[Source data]
*** Block opens ***
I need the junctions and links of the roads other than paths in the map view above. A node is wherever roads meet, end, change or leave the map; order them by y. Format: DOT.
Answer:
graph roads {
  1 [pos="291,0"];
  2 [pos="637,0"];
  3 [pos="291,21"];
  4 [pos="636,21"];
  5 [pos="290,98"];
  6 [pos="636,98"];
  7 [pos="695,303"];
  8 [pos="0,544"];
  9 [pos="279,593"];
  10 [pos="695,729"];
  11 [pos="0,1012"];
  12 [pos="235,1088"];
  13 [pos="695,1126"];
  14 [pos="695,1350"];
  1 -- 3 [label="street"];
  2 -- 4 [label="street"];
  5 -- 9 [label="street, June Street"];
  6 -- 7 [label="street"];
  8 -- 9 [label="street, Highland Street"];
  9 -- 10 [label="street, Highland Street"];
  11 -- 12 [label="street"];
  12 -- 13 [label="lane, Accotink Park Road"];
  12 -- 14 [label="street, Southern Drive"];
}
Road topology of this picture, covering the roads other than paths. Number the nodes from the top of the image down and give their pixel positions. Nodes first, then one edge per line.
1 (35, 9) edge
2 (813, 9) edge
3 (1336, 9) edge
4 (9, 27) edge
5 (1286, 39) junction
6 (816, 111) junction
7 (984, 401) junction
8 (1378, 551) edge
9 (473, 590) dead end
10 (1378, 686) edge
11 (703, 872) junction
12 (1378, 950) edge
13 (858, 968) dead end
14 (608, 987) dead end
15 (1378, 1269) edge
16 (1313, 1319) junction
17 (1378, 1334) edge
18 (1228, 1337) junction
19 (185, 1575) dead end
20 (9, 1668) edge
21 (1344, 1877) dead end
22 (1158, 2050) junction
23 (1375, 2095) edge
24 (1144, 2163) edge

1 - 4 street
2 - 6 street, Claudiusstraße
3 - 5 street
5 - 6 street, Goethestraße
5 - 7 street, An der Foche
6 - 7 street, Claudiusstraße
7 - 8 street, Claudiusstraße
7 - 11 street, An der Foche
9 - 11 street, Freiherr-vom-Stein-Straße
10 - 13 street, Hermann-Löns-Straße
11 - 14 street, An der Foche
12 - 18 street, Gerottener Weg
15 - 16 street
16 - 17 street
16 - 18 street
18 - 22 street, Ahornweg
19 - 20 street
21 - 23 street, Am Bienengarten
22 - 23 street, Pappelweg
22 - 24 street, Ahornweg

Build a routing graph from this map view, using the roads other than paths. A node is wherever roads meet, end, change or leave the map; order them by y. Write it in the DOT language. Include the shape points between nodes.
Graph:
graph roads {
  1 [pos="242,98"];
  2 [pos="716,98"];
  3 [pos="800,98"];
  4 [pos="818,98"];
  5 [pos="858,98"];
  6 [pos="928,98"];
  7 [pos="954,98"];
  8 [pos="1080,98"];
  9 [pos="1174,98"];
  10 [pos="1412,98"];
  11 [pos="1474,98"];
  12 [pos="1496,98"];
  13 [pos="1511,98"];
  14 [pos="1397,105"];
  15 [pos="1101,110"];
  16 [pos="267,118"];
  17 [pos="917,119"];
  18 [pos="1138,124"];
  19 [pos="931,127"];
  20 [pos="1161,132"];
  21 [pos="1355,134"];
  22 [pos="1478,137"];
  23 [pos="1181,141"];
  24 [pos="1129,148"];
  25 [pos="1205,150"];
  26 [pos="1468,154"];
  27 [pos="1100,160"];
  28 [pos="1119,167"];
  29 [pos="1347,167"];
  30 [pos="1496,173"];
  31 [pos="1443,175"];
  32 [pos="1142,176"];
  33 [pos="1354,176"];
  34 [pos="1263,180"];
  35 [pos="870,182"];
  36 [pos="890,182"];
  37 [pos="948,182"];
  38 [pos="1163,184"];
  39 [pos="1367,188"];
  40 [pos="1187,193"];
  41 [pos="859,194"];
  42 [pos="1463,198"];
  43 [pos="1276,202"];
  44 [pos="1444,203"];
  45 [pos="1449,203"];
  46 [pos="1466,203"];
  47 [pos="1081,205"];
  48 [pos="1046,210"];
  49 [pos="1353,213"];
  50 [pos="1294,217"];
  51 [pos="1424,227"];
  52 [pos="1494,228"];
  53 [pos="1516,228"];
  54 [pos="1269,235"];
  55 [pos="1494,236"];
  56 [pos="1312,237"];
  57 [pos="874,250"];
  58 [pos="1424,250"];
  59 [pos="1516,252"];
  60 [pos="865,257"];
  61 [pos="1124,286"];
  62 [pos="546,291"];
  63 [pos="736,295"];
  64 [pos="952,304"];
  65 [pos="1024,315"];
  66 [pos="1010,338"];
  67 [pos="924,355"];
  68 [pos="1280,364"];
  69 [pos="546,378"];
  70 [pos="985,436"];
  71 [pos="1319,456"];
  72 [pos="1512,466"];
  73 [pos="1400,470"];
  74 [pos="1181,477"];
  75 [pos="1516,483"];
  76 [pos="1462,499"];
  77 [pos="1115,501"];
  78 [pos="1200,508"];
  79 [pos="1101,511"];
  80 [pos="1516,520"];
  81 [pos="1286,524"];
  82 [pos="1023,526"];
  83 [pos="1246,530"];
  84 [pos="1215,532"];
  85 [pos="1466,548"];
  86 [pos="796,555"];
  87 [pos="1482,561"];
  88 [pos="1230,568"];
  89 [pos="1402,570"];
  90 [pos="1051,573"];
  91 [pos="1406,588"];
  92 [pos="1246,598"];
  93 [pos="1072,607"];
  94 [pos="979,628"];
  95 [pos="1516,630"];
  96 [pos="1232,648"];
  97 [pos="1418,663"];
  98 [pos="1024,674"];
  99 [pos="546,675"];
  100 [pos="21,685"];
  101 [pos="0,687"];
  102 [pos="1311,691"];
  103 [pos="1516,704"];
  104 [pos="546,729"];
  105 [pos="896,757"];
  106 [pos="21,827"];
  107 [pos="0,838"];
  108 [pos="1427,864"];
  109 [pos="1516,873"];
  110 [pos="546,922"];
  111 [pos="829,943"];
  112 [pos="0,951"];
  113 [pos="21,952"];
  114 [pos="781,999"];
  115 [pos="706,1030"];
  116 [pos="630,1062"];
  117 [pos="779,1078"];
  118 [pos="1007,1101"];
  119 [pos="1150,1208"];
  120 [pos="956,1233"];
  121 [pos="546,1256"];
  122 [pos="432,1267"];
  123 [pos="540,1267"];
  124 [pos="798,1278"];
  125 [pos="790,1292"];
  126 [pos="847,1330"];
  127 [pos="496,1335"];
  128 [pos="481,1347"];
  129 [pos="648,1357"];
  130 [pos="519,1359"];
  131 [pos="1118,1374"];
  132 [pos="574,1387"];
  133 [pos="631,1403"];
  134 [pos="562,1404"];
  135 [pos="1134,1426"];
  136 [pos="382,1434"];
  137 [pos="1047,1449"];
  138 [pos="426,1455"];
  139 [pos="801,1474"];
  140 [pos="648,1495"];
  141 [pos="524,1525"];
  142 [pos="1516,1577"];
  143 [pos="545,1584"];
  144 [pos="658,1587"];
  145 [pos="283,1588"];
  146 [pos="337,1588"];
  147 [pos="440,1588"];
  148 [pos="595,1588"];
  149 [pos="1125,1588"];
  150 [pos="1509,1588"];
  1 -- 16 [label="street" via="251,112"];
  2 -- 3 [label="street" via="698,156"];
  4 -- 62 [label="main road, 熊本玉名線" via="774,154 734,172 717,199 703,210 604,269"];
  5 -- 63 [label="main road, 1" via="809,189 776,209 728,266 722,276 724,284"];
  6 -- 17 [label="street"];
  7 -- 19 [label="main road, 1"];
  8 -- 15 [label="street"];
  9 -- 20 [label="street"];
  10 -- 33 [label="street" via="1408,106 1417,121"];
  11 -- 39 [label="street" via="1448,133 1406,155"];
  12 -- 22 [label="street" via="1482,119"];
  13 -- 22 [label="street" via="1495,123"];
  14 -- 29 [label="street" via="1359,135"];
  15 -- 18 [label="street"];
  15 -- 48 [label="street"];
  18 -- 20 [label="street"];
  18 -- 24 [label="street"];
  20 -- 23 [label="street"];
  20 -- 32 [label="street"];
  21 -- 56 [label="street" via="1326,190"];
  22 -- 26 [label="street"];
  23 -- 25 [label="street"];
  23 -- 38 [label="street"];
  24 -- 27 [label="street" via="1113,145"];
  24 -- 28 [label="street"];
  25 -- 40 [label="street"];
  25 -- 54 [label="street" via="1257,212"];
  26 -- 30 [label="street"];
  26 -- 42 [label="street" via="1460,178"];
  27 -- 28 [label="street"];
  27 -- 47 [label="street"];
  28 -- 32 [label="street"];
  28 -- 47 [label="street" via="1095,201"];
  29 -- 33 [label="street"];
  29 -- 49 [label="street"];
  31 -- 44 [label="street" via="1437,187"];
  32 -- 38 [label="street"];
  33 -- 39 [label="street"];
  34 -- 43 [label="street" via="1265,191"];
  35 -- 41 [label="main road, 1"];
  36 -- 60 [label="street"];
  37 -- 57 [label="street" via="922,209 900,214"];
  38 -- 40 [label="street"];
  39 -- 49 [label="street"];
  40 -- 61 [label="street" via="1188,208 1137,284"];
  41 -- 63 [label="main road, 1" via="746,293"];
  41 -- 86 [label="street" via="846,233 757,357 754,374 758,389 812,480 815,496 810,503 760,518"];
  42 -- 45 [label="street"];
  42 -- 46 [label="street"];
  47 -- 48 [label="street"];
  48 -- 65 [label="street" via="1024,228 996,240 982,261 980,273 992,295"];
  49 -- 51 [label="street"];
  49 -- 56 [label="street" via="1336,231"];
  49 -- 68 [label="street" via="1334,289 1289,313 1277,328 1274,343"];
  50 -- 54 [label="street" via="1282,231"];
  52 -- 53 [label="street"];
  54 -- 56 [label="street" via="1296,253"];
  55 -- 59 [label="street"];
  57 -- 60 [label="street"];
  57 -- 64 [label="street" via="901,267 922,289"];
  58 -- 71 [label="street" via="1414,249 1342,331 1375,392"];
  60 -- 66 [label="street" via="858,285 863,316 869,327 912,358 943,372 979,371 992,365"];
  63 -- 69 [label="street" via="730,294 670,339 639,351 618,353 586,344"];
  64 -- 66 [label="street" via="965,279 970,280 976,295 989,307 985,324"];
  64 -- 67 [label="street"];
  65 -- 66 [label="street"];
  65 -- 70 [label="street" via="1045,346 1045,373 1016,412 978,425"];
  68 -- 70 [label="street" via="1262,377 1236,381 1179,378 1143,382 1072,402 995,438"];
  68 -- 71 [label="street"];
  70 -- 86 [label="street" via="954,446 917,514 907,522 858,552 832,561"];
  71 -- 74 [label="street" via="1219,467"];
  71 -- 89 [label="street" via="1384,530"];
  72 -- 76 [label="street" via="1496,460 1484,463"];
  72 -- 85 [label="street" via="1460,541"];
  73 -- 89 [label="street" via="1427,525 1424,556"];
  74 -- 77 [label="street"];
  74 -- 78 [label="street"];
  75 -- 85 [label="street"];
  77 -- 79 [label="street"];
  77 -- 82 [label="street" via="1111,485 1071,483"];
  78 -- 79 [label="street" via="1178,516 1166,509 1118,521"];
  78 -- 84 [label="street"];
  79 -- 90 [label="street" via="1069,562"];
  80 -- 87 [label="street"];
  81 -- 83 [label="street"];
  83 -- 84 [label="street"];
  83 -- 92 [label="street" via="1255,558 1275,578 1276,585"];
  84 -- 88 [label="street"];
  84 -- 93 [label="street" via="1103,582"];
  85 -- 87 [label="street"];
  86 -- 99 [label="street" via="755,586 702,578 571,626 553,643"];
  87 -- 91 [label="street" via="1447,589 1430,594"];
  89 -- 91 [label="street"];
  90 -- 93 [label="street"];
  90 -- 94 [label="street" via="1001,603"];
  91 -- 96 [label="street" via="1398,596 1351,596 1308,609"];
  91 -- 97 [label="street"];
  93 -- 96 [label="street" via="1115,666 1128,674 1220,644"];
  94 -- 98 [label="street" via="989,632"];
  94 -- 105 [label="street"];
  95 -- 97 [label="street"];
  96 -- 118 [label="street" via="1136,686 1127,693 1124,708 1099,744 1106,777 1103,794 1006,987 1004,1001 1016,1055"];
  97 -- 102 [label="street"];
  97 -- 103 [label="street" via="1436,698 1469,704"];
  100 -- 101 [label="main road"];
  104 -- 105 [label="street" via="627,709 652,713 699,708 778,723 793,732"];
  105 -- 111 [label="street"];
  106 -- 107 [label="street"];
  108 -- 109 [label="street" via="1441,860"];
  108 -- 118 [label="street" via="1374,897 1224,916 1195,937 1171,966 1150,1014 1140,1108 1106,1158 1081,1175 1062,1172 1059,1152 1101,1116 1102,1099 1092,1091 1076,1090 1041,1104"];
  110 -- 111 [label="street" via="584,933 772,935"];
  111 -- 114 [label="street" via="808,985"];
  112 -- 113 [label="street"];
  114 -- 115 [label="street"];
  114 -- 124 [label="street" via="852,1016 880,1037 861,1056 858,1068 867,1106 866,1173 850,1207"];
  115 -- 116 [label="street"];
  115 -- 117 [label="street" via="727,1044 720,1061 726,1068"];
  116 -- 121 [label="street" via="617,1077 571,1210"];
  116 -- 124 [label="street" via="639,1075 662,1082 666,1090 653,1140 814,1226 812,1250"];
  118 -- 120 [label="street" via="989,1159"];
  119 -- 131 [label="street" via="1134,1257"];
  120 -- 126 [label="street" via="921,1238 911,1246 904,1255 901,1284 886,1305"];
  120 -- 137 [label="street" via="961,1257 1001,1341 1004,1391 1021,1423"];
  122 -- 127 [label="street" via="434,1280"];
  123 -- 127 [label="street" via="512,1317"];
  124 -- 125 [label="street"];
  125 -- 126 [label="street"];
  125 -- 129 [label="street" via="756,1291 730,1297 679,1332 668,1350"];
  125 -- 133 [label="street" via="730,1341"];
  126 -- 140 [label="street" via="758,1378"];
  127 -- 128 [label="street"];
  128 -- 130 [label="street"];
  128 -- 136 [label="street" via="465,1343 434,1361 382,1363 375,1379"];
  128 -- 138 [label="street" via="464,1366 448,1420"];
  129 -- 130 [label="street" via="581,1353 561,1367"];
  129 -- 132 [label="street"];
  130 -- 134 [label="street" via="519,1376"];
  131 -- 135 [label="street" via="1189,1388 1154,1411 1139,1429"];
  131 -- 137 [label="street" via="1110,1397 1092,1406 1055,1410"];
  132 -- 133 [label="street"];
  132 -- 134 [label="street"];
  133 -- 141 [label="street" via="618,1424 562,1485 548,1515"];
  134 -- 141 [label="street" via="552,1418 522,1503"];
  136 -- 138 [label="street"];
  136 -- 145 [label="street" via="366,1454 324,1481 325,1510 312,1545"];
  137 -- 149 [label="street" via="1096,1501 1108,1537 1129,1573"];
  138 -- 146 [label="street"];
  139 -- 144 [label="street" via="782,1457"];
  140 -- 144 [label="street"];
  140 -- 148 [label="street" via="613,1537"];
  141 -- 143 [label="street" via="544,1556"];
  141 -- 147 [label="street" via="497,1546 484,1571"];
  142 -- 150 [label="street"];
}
*** Block closes ***
*Task to carry out*
The lines you need are those containing "change"; find them in the records and copy them.

*Task result*
I need the junctions and links of the roads other than paths in the map view above. A node is wherever roads meet, end, change or leave the map; order them by y. Format: DOT.
Build a routing graph from this map view, using the roads other than paths. A node is wherever roads meet, end, change or leave the map; order them by y. Write it in the DOT language. Include the shape points between nodes.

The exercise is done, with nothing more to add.